- _EXERCISE GOAL_: Return each entry word for word, without its pictures.

- _PROVIDED RECORDS_:
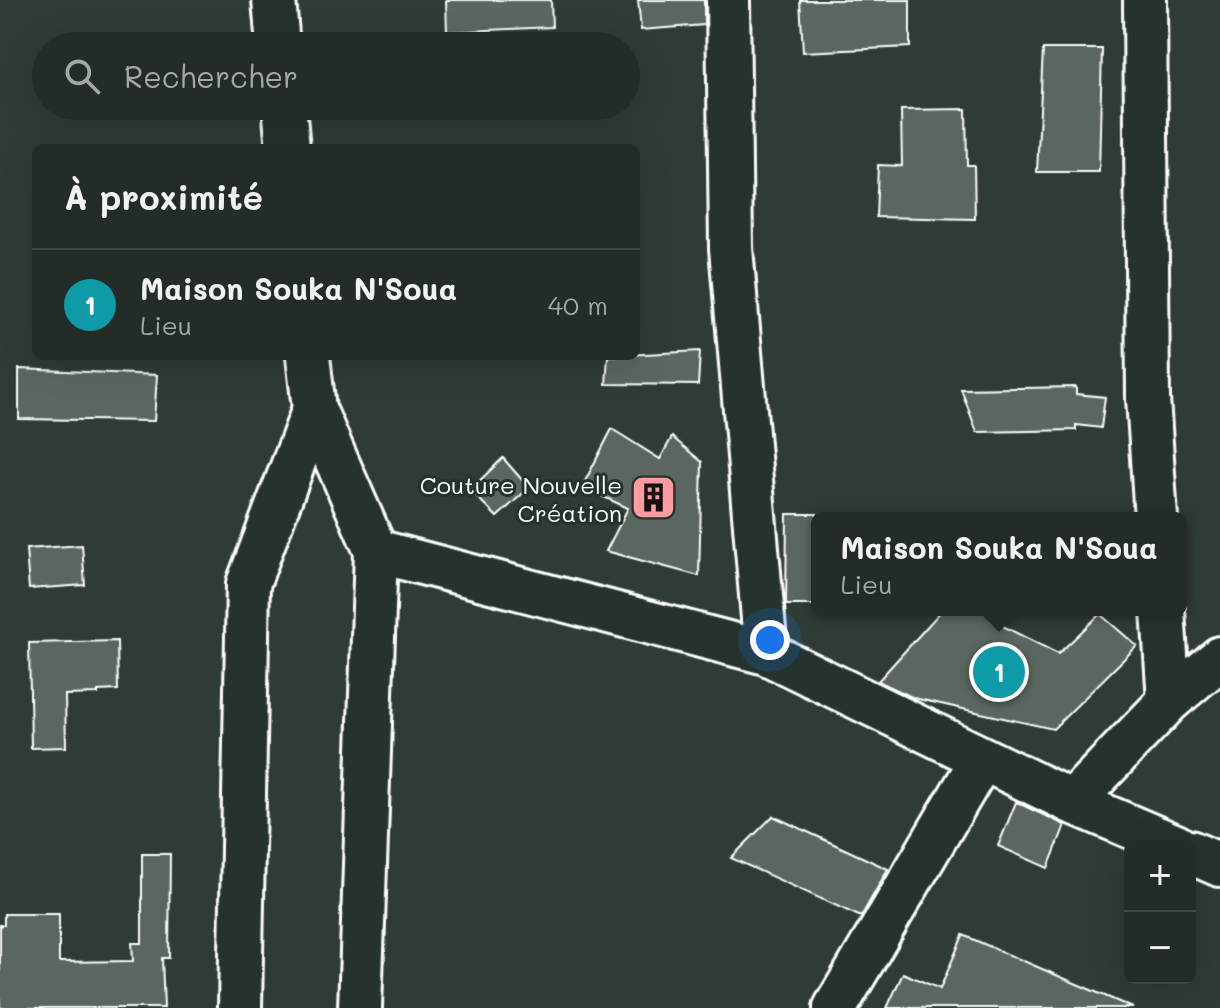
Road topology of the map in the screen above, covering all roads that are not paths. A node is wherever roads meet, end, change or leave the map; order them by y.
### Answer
1 (274, 0) edge
2 (728, 0) edge
3 (1145, 0) edge
4 (277, 32) edge
5 (285, 120) edge
6 (288, 144) edge
7 (308, 360) edge
8 (314, 409) junction
9 (1156, 512) edge
10 (376, 551) junction
11 (1163, 616) edge
12 (766, 653) junction
13 (1220, 658) edge
14 (1169, 701) junction
15 (982, 759) junction
16 (1072, 802) junction
17 (1162, 840) edge
18 (1196, 855) edge
19 (1220, 865) edge
20 (240, 1008) edge
21 (360, 1008) edge
22 (835, 1008) edge

1 - 4 street
2 - 12 street
3 - 9 street
5 - 6 street
7 - 8 street
8 - 10 street
8 - 20 street
10 - 12 street
10 - 21 street
11 - 14 street
12 - 15 street
13 - 14 street
14 - 16 street
15 - 16 street
15 - 22 street
16 - 17 street
18 - 19 street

- _SOLUTION TO THIS TASK_:
Road topology of the map in the screen above, covering all roads that are not paths. A node is wherever roads meet, end, change or leave the map; order them by y.
### Answer
1 (274, 0) edge
2 (728, 0) edge
3 (1145, 0) edge
4 (277, 32) edge
5 (285, 120) edge
6 (288, 144) edge
7 (308, 360) edge
8 (314, 409) junction
9 (1156, 512) edge
10 (376, 551) junction
11 (1163, 616) edge
12 (766, 653) junction
13 (1220, 658) edge
14 (1169, 701) junction
15 (982, 759) junction
16 (1072, 802) junction
17 (1162, 840) edge
18 (1196, 855) edge
19 (1220, 865) edge
20 (240, 1008) edge
21 (360, 1008) edge
22 (835, 1008) edge

1 - 4 street
2 - 12 street
3 - 9 street
5 - 6 street
7 - 8 street
8 - 10 street
8 - 20 street
10 - 12 street
10 - 21 street
11 - 14 street
12 - 15 street
13 - 14 street
14 - 16 street
15 - 16 street
15 - 22 street
16 - 17 street
18 - 19 street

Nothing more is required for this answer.